ASSIGNMENT: Write the entries out again. Each one must match exactly.

*** INFORMATION ***

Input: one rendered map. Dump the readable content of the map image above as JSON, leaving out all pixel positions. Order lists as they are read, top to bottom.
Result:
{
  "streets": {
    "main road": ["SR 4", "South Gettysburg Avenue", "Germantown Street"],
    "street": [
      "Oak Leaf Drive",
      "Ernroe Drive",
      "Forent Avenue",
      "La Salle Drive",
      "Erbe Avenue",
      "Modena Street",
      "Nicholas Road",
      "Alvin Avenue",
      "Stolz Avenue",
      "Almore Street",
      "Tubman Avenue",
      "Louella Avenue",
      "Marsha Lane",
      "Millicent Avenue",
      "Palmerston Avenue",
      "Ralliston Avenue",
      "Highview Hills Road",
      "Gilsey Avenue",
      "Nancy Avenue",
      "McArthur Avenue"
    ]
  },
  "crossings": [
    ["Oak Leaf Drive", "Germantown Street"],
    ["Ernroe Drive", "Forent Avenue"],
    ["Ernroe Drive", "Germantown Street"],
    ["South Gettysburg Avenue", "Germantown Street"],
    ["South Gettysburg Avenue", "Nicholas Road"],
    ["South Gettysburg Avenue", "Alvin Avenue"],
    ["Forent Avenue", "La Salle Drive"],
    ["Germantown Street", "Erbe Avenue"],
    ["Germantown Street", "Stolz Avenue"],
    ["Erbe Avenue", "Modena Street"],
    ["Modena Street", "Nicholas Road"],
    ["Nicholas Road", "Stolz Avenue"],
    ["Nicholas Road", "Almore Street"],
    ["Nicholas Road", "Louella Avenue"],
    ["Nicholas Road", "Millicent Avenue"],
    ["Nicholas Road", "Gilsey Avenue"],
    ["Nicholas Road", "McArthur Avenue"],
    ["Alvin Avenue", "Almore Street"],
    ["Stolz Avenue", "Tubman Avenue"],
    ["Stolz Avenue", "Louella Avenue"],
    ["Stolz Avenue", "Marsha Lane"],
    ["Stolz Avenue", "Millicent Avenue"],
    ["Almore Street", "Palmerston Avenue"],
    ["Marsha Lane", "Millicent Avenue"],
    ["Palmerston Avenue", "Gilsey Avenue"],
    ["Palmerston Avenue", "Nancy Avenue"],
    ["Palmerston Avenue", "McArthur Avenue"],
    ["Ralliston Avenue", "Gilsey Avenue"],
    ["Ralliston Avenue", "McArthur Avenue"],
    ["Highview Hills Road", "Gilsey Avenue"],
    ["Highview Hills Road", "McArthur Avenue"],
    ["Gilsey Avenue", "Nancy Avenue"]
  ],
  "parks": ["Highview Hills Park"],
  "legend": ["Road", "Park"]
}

***

EXERCISE SOLUTION:
Input: one rendered map. Dump the readable content of the map image above as JSON, leaving out all pixel positions. Order lists as they are read, top to bottom.
Result:
{
  "streets": {
    "main road": ["SR 4", "South Gettysburg Avenue", "Germantown Street"],
    "street": [
      "Oak Leaf Drive",
      "Ernroe Drive",
      "Forent Avenue",
      "La Salle Drive",
      "Erbe Avenue",
      "Modena Street",
      "Nicholas Road",
      "Alvin Avenue",
      "Stolz Avenue",
      "Almore Street",
      "Tubman Avenue",
      "Louella Avenue",
      "Marsha Lane",
      "Millicent Avenue",
      "Palmerston Avenue",
      "Ralliston Avenue",
      "Highview Hills Road",
      "Gilsey Avenue",
      "Nancy Avenue",
      "McArthur Avenue"
    ]
  },
  "crossings": [
    ["Oak Leaf Drive", "Germantown Street"],
    ["Ernroe Drive", "Forent Avenue"],
    ["Ernroe Drive", "Germantown Street"],
    ["South Gettysburg Avenue", "Germantown Street"],
    ["South Gettysburg Avenue", "Nicholas Road"],
    ["South Gettysburg Avenue", "Alvin Avenue"],
    ["Forent Avenue", "La Salle Drive"],
    ["Germantown Street", "Erbe Avenue"],
    ["Germantown Street", "Stolz Avenue"],
    ["Erbe Avenue", "Modena Street"],
    ["Modena Street", "Nicholas Road"],
    ["Nicholas Road", "Stolz Avenue"],
    ["Nicholas Road", "Almore Street"],
    ["Nicholas Road", "Louella Avenue"],
    ["Nicholas Road", "Millicent Avenue"],
    ["Nicholas Road", "Gilsey Avenue"],
    ["Nicholas Road", "McArthur Avenue"],
    ["Alvin Avenue", "Almore Street"],
    ["Stolz Avenue", "Tubman Avenue"],
    ["Stolz Avenue", "Louella Avenue"],
    ["Stolz Avenue", "Marsha Lane"],
    ["Stolz Avenue", "Millicent Avenue"],
    ["Almore Street", "Palmerston Avenue"],
    ["Marsha Lane", "Millicent Avenue"],
    ["Palmerston Avenue", "Gilsey Avenue"],
    ["Palmerston Avenue", "Nancy Avenue"],
    ["Palmerston Avenue", "McArthur Avenue"],
    ["Ralliston Avenue", "Gilsey Avenue"],
    ["Ralliston Avenue", "McArthur Avenue"],
    ["Highview Hills Road", "Gilsey Avenue"],
    ["Highview Hills Road", "McArthur Avenue"],
    ["Gilsey Avenue", "Nancy Avenue"]
  ],
  "parks": ["Highview Hills Park"],
  "legend": ["Road", "Park"]
}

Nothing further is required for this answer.